The Hum and the Shiver
- First edition cover
- Author: Alex Bledsoe
- Language: English
- Series: Tufa
- Genre: Urban fantasy
- Publisher: Tor Books
- Publication date: September 2011
- Publication place: United States
- Media type: Trade paperback
- Pages: 304
- ISBN: 978-0-7653-2744-4
- Followed by: Wisp of a Thing

= The Hum and the Shiver =

2011 novel by Alex Bledsoe

The Hum and the Shiver is an urban fantasy novel by American writer Alex Bledsoe, first published in the United States in September 2011 by Tor Books. It is the first in a series of six books by Bledsoe about the Tufa living in a remote Appalachian valley in East Tennessee. The Tufa are descendants of Irish fairies and were found in the area when the first European settlers arrived.

Bledsoe dedicated The Hum and the Shiver to South Carolina singer-songwriter Jennifer Goree, "for the title and the music". The book's title comes from the title of Goree's third album, The Hum and the Shiver and its eponymous lead song.

The Hum and the Shiver received mostly positive reviews from critics, and was selected by Kirkus Reviews as one of its best works of fiction in 2011.

==Development==
Bledsoe said in an interview in 2017 that the idea for the Tufa came from his father. He had told Bledsoe stories of people living in the north Tennessee mountains long before the first Europeans arrived. While these tales were folklore, the notion of a group of people nobody knew where they came from stayed with Bledsoe for thirty years before he turned it into his Tufa series. Another source of inspiration for the Tufa came from the Melungeons, groups of dark-skinned people of unknown ancestry found in central Appalachia. When Jessica Lynch, an American soldier was rescued during the 2003 invasion of Iraq, Bledsoe wondered what if she had belonged to a clan like the Melungeons. This fictitious Lynch became private Bronwyn Hyatt, the heroine in The Hum and the Shiver.
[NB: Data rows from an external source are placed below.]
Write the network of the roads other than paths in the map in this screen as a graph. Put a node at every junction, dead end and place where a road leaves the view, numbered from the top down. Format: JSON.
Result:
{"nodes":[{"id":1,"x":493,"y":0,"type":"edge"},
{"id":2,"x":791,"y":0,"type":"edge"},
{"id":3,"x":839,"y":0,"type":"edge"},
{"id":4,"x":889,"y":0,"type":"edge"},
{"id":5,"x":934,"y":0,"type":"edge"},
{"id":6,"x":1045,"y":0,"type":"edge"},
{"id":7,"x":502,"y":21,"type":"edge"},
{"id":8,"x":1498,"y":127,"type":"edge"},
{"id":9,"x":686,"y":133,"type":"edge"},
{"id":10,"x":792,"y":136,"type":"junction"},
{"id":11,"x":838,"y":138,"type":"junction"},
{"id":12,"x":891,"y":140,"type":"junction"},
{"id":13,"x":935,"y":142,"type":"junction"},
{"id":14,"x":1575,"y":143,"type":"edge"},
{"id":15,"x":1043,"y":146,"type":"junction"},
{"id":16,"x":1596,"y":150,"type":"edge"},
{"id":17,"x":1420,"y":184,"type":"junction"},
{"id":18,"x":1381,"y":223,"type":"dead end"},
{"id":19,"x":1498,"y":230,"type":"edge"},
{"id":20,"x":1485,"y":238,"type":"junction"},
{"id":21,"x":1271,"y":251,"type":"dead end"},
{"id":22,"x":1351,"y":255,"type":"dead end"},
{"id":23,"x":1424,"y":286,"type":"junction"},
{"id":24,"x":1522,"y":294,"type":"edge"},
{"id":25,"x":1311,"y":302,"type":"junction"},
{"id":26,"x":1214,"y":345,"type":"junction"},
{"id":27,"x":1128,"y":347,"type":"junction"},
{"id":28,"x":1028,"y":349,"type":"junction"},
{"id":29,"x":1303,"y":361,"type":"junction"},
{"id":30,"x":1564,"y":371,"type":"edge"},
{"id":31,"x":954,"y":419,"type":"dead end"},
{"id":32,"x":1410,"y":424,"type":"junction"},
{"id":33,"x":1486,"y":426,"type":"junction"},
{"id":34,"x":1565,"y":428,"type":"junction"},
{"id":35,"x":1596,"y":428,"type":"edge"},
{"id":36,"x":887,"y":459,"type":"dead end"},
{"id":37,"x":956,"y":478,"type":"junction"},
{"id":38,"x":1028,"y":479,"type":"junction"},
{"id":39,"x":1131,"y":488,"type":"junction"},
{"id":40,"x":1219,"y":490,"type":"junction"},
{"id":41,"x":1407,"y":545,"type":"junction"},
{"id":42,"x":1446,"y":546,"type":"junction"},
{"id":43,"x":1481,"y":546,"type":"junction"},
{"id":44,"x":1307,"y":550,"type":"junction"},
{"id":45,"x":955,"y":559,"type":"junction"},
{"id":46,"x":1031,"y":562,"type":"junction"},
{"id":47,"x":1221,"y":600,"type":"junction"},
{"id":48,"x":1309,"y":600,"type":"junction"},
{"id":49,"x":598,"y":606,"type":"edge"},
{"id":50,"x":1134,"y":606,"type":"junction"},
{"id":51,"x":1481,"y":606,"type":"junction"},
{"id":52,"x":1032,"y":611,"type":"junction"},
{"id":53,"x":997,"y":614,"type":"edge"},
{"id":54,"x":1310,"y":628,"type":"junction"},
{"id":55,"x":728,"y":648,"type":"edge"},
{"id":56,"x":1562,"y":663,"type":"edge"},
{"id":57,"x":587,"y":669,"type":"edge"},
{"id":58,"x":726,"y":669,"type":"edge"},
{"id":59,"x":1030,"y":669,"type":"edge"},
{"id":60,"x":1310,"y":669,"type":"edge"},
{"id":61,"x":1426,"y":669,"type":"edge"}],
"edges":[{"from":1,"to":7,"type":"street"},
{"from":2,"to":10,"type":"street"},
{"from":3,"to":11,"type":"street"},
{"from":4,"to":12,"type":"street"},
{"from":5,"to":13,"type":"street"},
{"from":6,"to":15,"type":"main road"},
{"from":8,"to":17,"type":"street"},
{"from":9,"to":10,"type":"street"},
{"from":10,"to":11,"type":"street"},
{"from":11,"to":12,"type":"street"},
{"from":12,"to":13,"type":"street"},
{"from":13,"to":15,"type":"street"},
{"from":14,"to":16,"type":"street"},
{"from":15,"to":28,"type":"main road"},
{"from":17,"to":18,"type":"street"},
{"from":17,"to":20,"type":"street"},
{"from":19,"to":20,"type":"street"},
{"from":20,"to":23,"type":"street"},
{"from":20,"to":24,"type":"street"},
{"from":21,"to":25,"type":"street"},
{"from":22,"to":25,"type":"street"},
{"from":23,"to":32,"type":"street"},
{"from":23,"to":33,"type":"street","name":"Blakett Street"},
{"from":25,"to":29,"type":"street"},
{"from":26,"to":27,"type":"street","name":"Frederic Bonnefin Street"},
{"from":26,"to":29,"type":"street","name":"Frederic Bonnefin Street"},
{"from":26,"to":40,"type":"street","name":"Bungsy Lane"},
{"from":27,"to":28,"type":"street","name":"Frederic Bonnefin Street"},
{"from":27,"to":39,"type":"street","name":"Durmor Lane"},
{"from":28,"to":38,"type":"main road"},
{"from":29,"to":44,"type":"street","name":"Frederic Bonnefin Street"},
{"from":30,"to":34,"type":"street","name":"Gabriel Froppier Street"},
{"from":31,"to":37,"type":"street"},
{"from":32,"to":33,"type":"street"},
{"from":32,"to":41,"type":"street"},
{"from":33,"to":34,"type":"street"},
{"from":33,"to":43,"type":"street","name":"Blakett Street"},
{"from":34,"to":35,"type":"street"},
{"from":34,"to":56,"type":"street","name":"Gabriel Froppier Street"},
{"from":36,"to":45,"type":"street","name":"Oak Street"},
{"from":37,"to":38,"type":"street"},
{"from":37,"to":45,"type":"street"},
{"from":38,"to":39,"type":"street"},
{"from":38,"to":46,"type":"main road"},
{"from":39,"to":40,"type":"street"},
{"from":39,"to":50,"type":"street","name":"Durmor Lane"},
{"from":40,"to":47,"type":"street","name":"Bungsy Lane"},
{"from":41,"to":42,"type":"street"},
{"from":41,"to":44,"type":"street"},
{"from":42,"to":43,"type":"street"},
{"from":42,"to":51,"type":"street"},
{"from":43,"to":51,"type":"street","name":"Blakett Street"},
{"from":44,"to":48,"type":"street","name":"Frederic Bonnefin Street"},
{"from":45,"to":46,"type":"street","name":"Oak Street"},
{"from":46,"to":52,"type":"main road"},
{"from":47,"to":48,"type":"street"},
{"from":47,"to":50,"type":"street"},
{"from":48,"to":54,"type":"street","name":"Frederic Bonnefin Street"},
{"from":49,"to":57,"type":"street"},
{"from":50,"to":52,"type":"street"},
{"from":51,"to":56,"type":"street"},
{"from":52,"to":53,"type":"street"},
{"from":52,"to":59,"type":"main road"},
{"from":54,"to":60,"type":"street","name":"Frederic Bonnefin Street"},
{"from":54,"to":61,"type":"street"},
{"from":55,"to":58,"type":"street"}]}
Bledsoe explained that these stories of people of unknown origin and the Tufa tales both draw on the "fear of otherness that drives so much southern culture". He stated that the underlying theme of the Tufa books is "when it's no longer possible to hide from the world, how do you make your peace with it?" Bledsoe derived the Tufa's name from the Tuatha Dé Danann, a race of fairy-like beings in Irish mythology. The third book in the Tufa series, Long Black Curl explains that the Tufa had been exiled from Faerie by the Fairy Queen using a curse that sent them west across the ocean.
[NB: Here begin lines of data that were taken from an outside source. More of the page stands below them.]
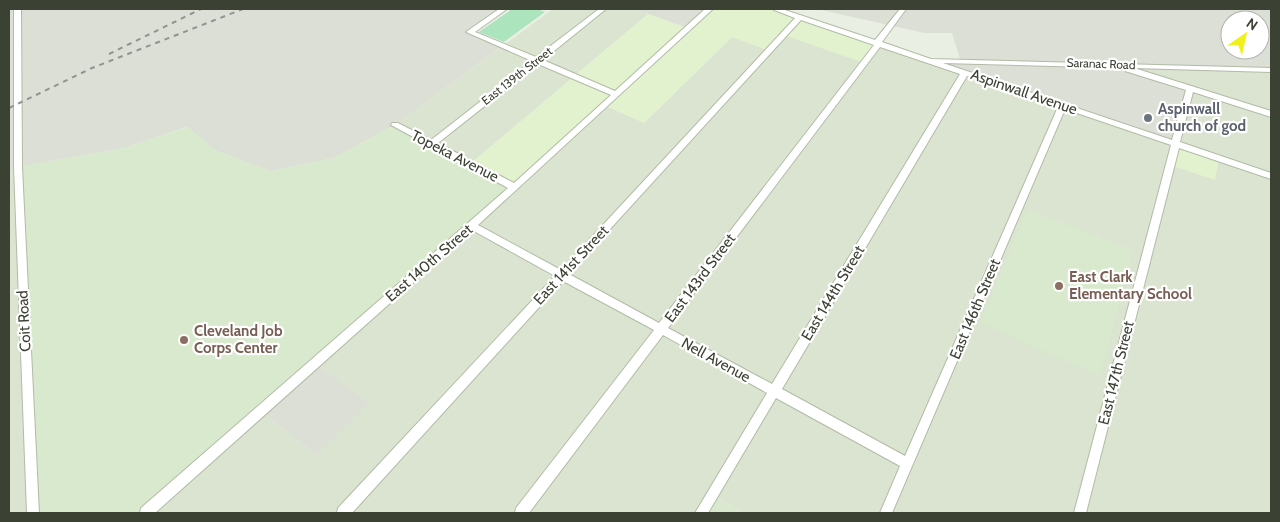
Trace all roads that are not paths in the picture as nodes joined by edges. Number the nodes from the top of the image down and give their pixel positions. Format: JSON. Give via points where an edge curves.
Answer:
{"nodes":[{"id":1,"x":18,"y":9,"type":"edge"},
{"id":2,"x":503,"y":9,"type":"edge"},
{"id":3,"x":603,"y":9,"type":"edge"},
{"id":4,"x":709,"y":9,"type":"edge"},
{"id":5,"x":776,"y":9,"type":"edge"},
{"id":6,"x":902,"y":9,"type":"edge"},
{"id":7,"x":800,"y":17,"type":"junction"},
{"id":8,"x":878,"y":43,"type":"junction"},
{"id":9,"x":930,"y":60,"type":"junction"},
{"id":10,"x":538,"y":61,"type":"junction"},
{"id":11,"x":13,"y":63,"type":"edge"},
{"id":12,"x":1115,"y":64,"type":"junction"},
{"id":13,"x":1271,"y":70,"type":"edge"},
{"id":14,"x":965,"y":72,"type":"junction"},
{"id":15,"x":1190,"y":88,"type":"junction"},
{"id":16,"x":616,"y":94,"type":"junction"},
{"id":17,"x":1063,"y":105,"type":"junction"},
{"id":18,"x":1271,"y":114,"type":"edge"},
{"id":19,"x":394,"y":125,"type":"dead end"},
{"id":20,"x":431,"y":144,"type":"junction"},
{"id":21,"x":1176,"y":144,"type":"junction"},
{"id":22,"x":13,"y":169,"type":"edge"},
{"id":23,"x":1271,"y":176,"type":"edge"},
{"id":24,"x":515,"y":187,"type":"junction"},
{"id":25,"x":472,"y":226,"type":"junction"},
{"id":26,"x":561,"y":275,"type":"junction"},
{"id":27,"x":661,"y":330,"type":"junction"},
{"id":28,"x":774,"y":392,"type":"junction"},
{"id":29,"x":908,"y":464,"type":"junction"},
{"id":30,"x":33,"y":513,"type":"edge"},
{"id":31,"x":146,"y":513,"type":"edge"},
{"id":32,"x":342,"y":513,"type":"edge"},
{"id":33,"x":522,"y":513,"type":"edge"},
{"id":34,"x":701,"y":513,"type":"edge"},
{"id":35,"x":886,"y":513,"type":"edge"},
{"id":36,"x":1080,"y":513,"type":"edge"}],
"edges":[{"from":1,"to":11,"type":"street","name":"Coit Road"},
{"from":2,"to":10,"type":"street","via":[[470,32]]},
{"from":3,"to":10,"type":"street","name":"East 139th Street"},
{"from":4,"to":16,"type":"street","name":"East 140th Street"},
{"from":5,"to":7,"type":"street","name":"Aspinwall Avenue"},
{"from":6,"to":8,"type":"street","name":"East 143rd Street"},
{"from":7,"to":8,"type":"street","name":"Aspinwall Avenue"},
{"from":7,"to":26,"type":"street","name":"East 141st Street"},
{"from":8,"to":9,"type":"street","name":"Aspinwall Avenue"},
{"from":8,"to":27,"type":"street","name":"East 143rd Street"},
{"from":9,"to":12,"type":"street","name":"Saranac Road"},
{"from":9,"to":14,"type":"street","name":"Aspinwall Avenue"},
{"from":10,"to":16,"type":"street"},
{"from":10,"to":20,"type":"street","name":"East 139th Street"},
{"from":11,"to":22,"type":"street","name":"Coit Road"},
{"from":12,"to":13,"type":"street","name":"Saranac Road"},
{"from":12,"to":15,"type":"street"},
{"from":14,"to":17,"type":"street","name":"Aspinwall Avenue"},
{"from":14,"to":28,"type":"street","name":"East 144th Street"},
{"from":15,"to":18,"type":"street"},
{"from":15,"to":21,"type":"street","name":"East 147th Street"},
{"from":16,"to":24,"type":"street","name":"East 140th Street"},
{"from":17,"to":21,"type":"street","name":"Aspinwall Avenue"},
{"from":17,"to":29,"type":"street","name":"East 146th Street"},
{"from":19,"to":20,"type":"street","name":"Topeka Avenue"},
{"from":20,"to":24,"type":"street","name":"Topeka Avenue"},
{"from":21,"to":23,"type":"street","name":"Aspinwall Avenue"},
{"from":21,"to":36,"type":"street","name":"East 147th Street"},
{"from":22,"to":30,"type":"street","name":"Coit Road"},
{"from":24,"to":25,"type":"street","name":"East 140th Street"},
{"from":25,"to":26,"type":"street","name":"Nell Avenue"},
{"from":25,"to":31,"type":"street","name":"East 140th Street"},
{"from":26,"to":27,"type":"street","name":"Nell Avenue"},
{"from":26,"to":32,"type":"street","name":"East 141st Street"},
{"from":27,"to":28,"type":"street","name":"Nell Avenue"},
{"from":27,"to":33,"type":"street","name":"East 143rd Street"},
{"from":28,"to":29,"type":"street","name":"Nell Avenue"},
{"from":28,"to":34,"type":"street","name":"East 144th Street"},
{"from":29,"to":35,"type":"street","name":"East 146th Street"}]}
Bledsoe emphasized the importance of songs to the Tufa, saying that they "manifest their faerie magic via music, and use its power to influence the world at large". The song lyrics used in the books were sourced from traditional ballads and music written by independent musicians. Where Bledsoe could not find a song for a passage of text, he wrote the lyrics himself, but without the accompanying music.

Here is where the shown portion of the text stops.